A Comissão de Segurança Pública (CSP) do Senado rejeitou o projeto que ampliava as hipóteses de prisão em flagrante em casos de lesão corporal, tentativa de homicídio e homicídio. Agora, o parecer do senador Esperidião Amin segue para análise da Comissão de Constituição e Justiça (CCJ).
O projeto de lei 1.052/2022, apresentado pelo senador Plínio Valério, propõe mudanças no Código de Processo Penal. Pelo texto, a Justiça poderia considerar em flagrante quem praticasse lesão corporal ou tentativa de homicídio enquanto durasse a recuperação da vítima.

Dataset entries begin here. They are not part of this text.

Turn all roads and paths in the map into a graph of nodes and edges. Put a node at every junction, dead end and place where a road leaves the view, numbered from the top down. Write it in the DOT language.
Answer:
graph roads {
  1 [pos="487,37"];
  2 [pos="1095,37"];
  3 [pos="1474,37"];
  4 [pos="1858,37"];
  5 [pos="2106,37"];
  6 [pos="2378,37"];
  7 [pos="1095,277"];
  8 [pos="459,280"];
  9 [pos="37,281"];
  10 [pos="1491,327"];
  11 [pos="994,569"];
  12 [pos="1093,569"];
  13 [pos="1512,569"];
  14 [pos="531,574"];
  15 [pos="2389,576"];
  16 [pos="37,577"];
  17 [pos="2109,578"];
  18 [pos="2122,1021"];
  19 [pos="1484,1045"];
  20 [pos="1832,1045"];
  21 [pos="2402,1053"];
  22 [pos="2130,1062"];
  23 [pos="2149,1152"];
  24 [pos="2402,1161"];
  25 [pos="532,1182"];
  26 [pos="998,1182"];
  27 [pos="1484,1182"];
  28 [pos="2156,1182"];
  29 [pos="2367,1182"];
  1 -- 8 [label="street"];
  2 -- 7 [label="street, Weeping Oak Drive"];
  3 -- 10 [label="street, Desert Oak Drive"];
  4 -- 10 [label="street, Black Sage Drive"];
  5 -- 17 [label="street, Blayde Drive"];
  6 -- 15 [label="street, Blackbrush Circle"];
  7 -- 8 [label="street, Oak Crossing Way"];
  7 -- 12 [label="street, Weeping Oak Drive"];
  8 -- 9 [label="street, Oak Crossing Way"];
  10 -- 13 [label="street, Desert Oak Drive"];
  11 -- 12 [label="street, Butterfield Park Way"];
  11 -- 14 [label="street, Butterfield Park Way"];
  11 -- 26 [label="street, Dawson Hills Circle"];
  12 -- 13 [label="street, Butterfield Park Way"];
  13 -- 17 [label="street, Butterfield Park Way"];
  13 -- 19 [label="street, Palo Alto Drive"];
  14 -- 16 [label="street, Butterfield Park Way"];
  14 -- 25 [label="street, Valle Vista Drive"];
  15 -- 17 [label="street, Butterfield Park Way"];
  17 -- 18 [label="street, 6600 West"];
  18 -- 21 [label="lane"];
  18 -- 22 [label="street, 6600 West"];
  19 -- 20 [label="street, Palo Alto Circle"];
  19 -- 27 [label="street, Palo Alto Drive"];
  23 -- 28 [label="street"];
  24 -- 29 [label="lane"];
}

Além disso, a proposta determina que, em caso de morte da vítima, a situação de flagrante permaneceria por até sete dias após o falecimento. Dessa forma, a prisão poderia ocorrer mesmo depois do momento imediatamente posterior ao crime. Desde que a vítima ainda estivesse em recuperação ou tivesse morrido em decorrência da agressão.

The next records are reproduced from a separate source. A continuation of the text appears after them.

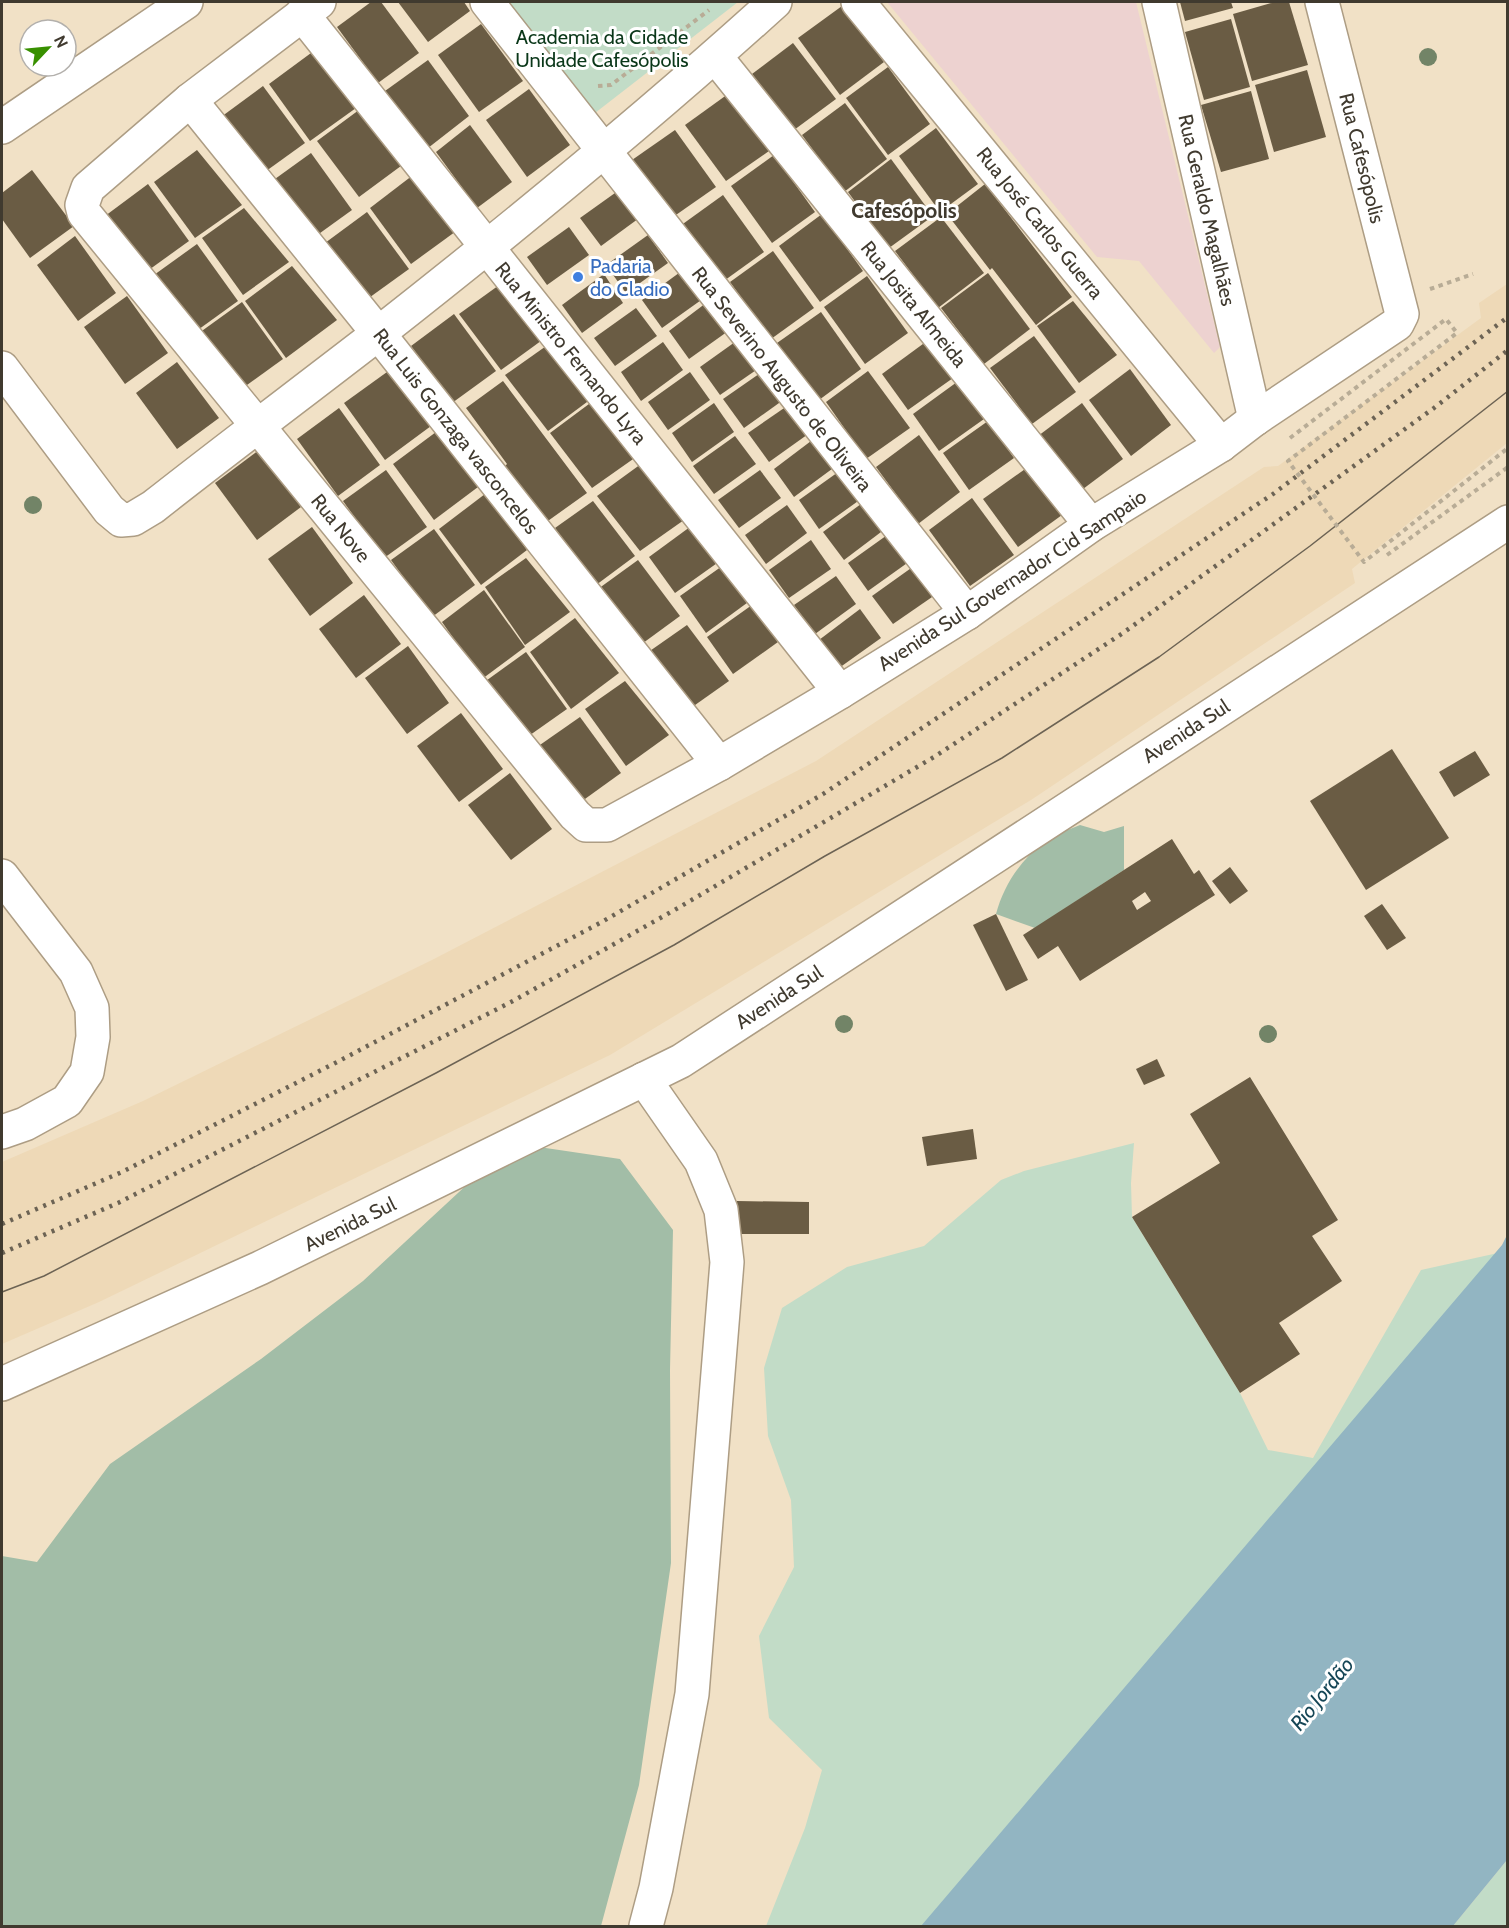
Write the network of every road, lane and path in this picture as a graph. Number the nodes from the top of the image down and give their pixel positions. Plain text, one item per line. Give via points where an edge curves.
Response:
1 (186, 2) edge
2 (487, 2) edge
3 (775, 2) edge
4 (858, 2) edge
5 (1159, 2) edge
6 (1322, 2) edge
7 (715, 5) dead end
8 (311, 8) edge
9 (715, 56) junction
10 (595, 86) dead end
11 (190, 100) junction
12 (2, 127) edge
13 (603, 151) junction
14 (486, 247) junction
15 (1473, 273) dead end
16 (1400, 307) junction
17 (378, 333) junction
18 (2, 368) edge
19 (1255, 419) junction
20 (256, 425) junction
21 (1290, 438) dead end
22 (1221, 445) junction
23 (1508, 448) edge
24 (1508, 467) edge
25 (1508, 522) edge
26 (1091, 525) junction
27 (1381, 560) dead end
28 (967, 613) junction
29 (840, 692) junction
30 (719, 764) junction
31 (607, 825) joint
32 (2, 876) edge
33 (644, 1079) junction
34 (2, 1132) edge
35 (2, 1384) edge
36 (646, 1926) edge

1 - 12 street
2 - 13 street, Rua Severino Augusto de Oliveira
3 - 9 street
4 - 22 street, Rua José Carlos Guerra
5 - 19 street, Rua Geraldo Magalhães
6 - 16 street, Rua Cafesópolis
7 - 10 path via 611,85
8 - 11 street
8 - 14 street, Rua Ministro Fernando Lyra
9 - 13 street
9 - 26 street, Rua Josita Almeida
11 - 17 street, Rua Luis Gonzaga vasconcelos
11 - 20 street, Rua Nove via 88,188 82,205 84,213
13 - 14 street
13 - 28 street, Rua Severino Augusto de Oliveira
14 - 17 street
14 - 29 street, Rua Ministro Fernando Lyra
15 - 16 path
16 - 19 street, Avenida Sul Governador Cid Sampaio via 1397,324
17 - 20 street
17 - 30 street, Rua Luis Gonzaga vasconcelos
18 - 20 street via 109,510 121,520 133,519 153,507
19 - 22 street, Avenida Sul Governador Cid Sampaio
20 - 31 street, Rua Nove via 575,815 586,825
21 - 23 path, bridge via 1446,319 1456,333 1288,461 1364,562
22 - 26 street, Avenida Sul Governador Cid Sampaio
24 - 27 path
25 - 33 street, Avenida Sul via 681,1061
26 - 28 street, Avenida Sul Governador Cid Sampaio
28 - 29 street, Avenida Sul Governador Cid Sampaio
29 - 30 street, Avenida Sul Governador Cid Sampaio
30 - 31 street, Avenida Sul Governador Cid Sampaio
32 - 34 street via 76,972 92,1008 93,1037 87,1072 67,1101 26,1124
33 - 35 street, Avenida Sul via 260,1268
33 - 36 street via 701,1161 721,1210 727,1262 692,1694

Atualmente, o Código de Processo Penal considera flagrante quando a pessoa está cometendo o crime, acaba de cometê-lo, é perseguida logo após o fato ou é encontrada com objetos relacionados ao delito. O projeto acrescentava uma nova hipótese à legislação.
Ligação imediata
No entanto, o relator Esperidião Amin argumentou que a prisão em flagrante exige ligação imediata entre o crime e a prisão. Segundo ele, essa relação ocorre apenas nos casos previstos atualmente na legislação, como durante a prática do crime ou logo após a ocorrência.

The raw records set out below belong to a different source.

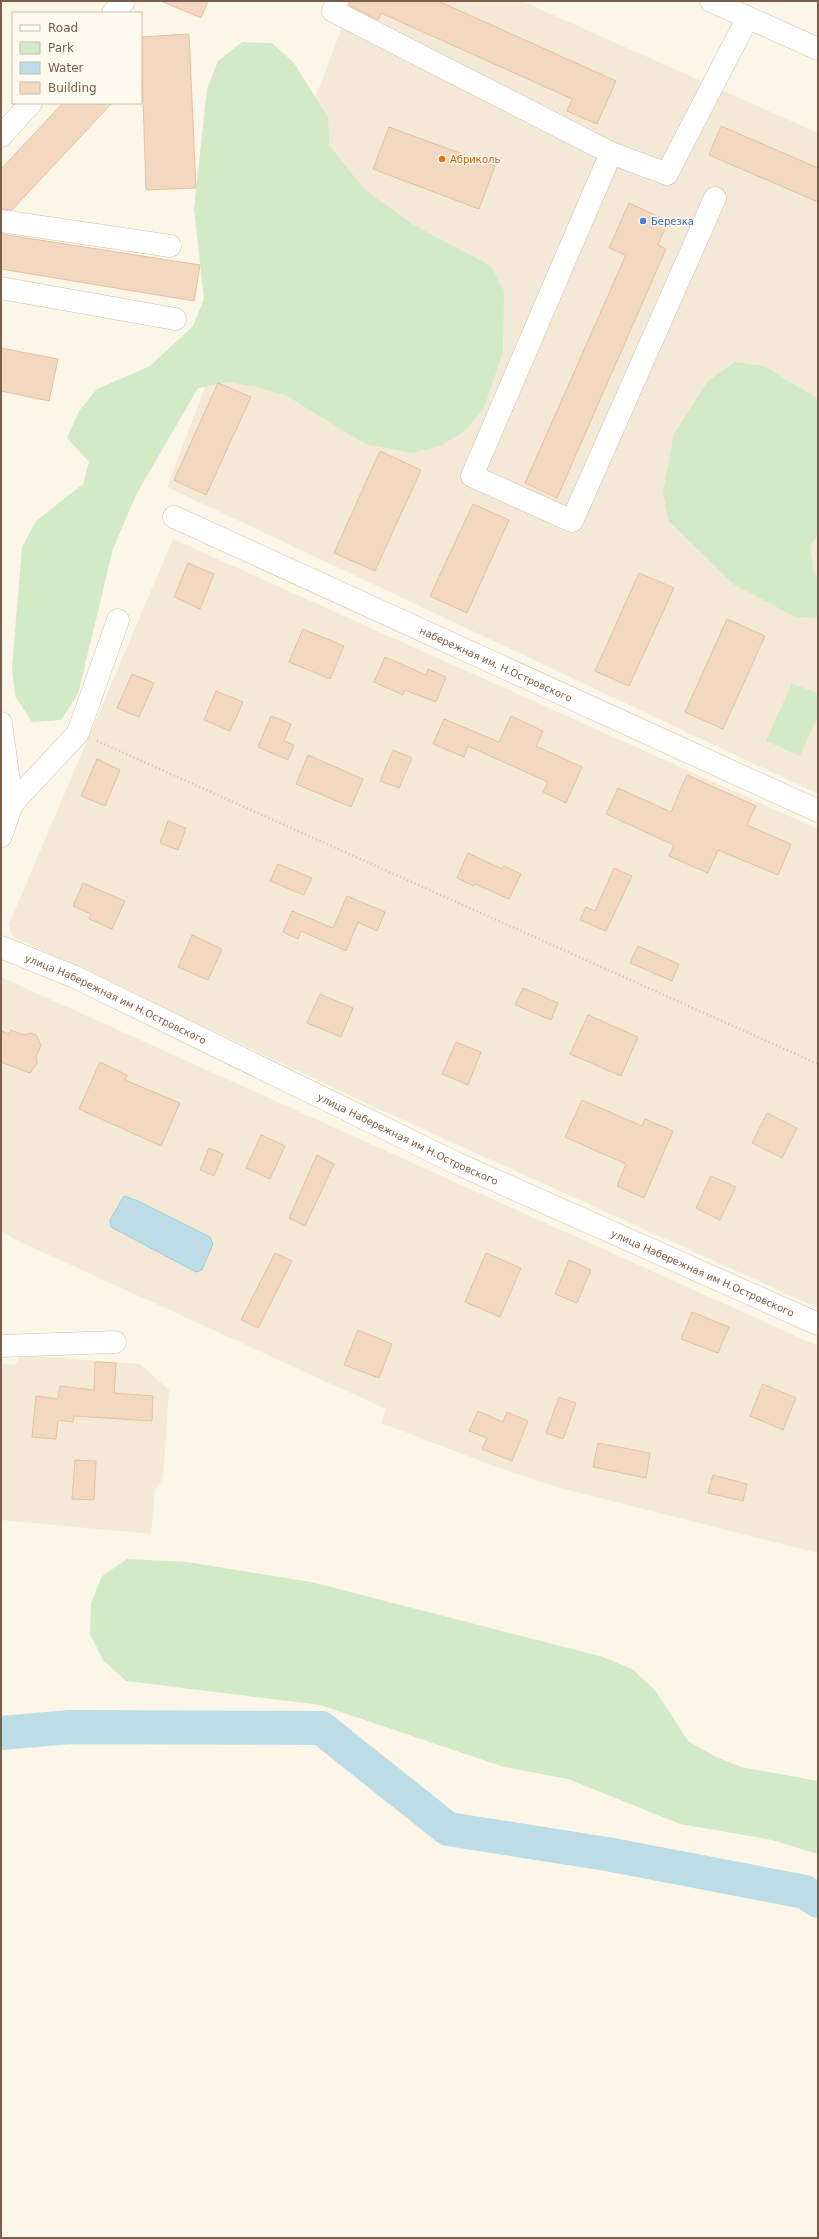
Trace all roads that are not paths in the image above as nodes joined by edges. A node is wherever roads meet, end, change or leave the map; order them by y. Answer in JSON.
{"nodes":[{"id":1,"x":124,"y":1,"type":"edge"},
{"id":2,"x":337,"y":1,"type":"edge"},
{"id":3,"x":711,"y":1,"type":"edge"},
{"id":4,"x":114,"y":12,"type":"edge"},
{"id":5,"x":747,"y":19,"type":"junction"},
{"id":6,"x":818,"y":49,"type":"edge"},
{"id":7,"x":30,"y":104,"type":"edge"},
{"id":8,"x":1,"y":136,"type":"edge"},
{"id":9,"x":611,"y":153,"type":"junction"},
{"id":10,"x":715,"y":198,"type":"dead end"},
{"id":11,"x":1,"y":221,"type":"edge"},
{"id":12,"x":170,"y":246,"type":"dead end"},
{"id":13,"x":1,"y":288,"type":"edge"},
{"id":14,"x":175,"y":319,"type":"dead end"},
{"id":15,"x":174,"y":517,"type":"dead end"},
{"id":16,"x":118,"y":620,"type":"dead end"},
{"id":17,"x":1,"y":723,"type":"edge"},
{"id":18,"x":12,"y":804,"type":"junction"},
{"id":19,"x":818,"y":811,"type":"edge"},
{"id":20,"x":1,"y":836,"type":"edge"},
{"id":21,"x":1,"y":947,"type":"edge"},
{"id":22,"x":818,"y":1324,"type":"edge"},
{"id":23,"x":114,"y":1342,"type":"dead end"},
{"id":24,"x":1,"y":1346,"type":"edge"}],
"edges":[{"from":1,"to":4,"type":"street"},
{"from":2,"to":9,"type":"street"},
{"from":3,"to":5,"type":"street"},
{"from":5,"to":6,"type":"street"},
{"from":5,"to":9,"type":"street"},
{"from":7,"to":8,"type":"street"},
{"from":9,"to":10,"type":"street"},
{"from":11,"to":12,"type":"street"},
{"from":13,"to":14,"type":"street"},
{"from":15,"to":19,"type":"street","name":"набережная им. Н.Островского"},
{"from":16,"to":18,"type":"street"},
{"from":17,"to":18,"type":"street"},
{"from":18,"to":20,"type":"street"},
{"from":21,"to":22,"type":"street","name":"улица Набережная им Н.Островского"},
{"from":23,"to":24,"type":"street"}]}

De acordo com o parecer, a recuperação da vítima ou até mesmo a morte podem acontecer semanas, meses ou anos depois da agressão, o que afastaria a caracterização do flagrante.
Além disso, o relatório destaca que a prisão em flagrante tem caráter cautelar e excepcional. Após a prisão, o juiz pode determinar a soltura do suspeito, converter a medida em prisão preventiva ou conceder liberdade provisória, com ou sem fiança.
Por fim, o relator afirmou que, quando houver necessidade de prender o investigado antes de condenação definitiva, o instrumento adequado continua sendo a prisão preventiva, desde que existam os requisitos legais e decisão judicial competente.